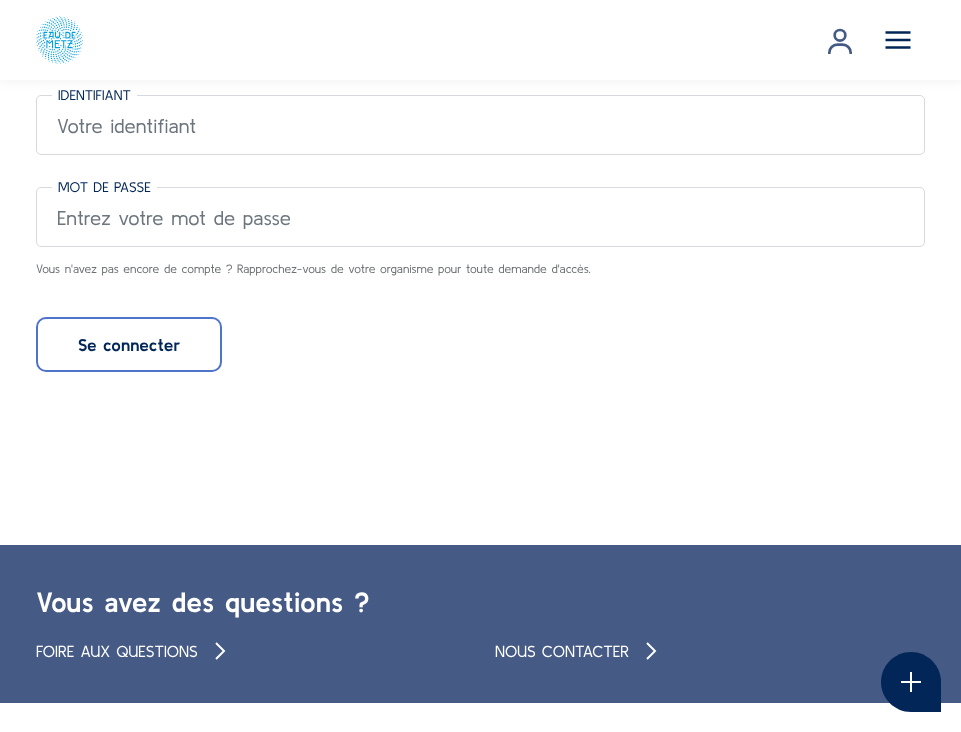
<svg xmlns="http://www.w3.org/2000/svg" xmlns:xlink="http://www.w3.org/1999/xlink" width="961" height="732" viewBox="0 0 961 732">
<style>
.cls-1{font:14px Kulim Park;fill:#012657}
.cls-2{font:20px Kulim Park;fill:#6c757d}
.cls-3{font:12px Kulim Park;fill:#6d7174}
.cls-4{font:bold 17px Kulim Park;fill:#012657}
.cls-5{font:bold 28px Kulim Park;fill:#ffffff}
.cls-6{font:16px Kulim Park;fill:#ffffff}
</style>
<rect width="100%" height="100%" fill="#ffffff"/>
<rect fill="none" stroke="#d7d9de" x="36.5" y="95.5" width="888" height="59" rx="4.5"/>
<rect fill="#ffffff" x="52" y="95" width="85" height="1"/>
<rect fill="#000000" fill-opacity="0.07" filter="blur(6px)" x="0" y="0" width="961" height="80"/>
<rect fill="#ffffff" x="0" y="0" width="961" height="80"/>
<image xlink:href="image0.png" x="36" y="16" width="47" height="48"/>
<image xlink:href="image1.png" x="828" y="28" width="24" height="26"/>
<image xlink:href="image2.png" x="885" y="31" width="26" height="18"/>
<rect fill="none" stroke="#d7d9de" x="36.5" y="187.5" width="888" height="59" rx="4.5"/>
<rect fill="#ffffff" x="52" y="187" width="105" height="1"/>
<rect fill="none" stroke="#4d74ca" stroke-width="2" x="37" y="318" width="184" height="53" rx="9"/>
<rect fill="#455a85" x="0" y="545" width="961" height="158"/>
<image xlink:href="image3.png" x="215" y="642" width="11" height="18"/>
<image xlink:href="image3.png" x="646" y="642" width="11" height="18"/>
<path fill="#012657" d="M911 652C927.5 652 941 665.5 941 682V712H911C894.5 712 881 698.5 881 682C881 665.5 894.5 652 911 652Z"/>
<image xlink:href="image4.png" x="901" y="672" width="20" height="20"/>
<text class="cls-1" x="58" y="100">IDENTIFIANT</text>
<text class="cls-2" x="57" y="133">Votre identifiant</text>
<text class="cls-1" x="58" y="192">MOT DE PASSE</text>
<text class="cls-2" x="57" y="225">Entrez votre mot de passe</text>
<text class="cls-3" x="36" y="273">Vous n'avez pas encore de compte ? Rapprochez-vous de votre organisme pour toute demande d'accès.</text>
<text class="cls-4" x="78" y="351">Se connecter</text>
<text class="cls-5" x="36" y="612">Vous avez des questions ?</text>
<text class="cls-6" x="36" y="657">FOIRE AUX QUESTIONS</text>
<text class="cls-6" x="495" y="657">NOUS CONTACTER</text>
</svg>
--------------------------------------------------
Starting at the line where "toute demande d'accès.</text>" appears, write out every line exactly as it stands until the listing ends, and add nothing.

- [Problem solution]
<text class="cls-3" x="36" y="273">Vous n'avez pas encore de compte ? Rapprochez-vous de votre organisme pour toute demande d'accès.</text>
<text class="cls-4" x="78" y="351">Se connecter</text>
<text class="cls-5" x="36" y="612">Vous avez des questions ?</text>
<text class="cls-6" x="36" y="657">FOIRE AUX QUESTIONS</text>
<text class="cls-6" x="495" y="657">NOUS CONTACTER</text>
</svg>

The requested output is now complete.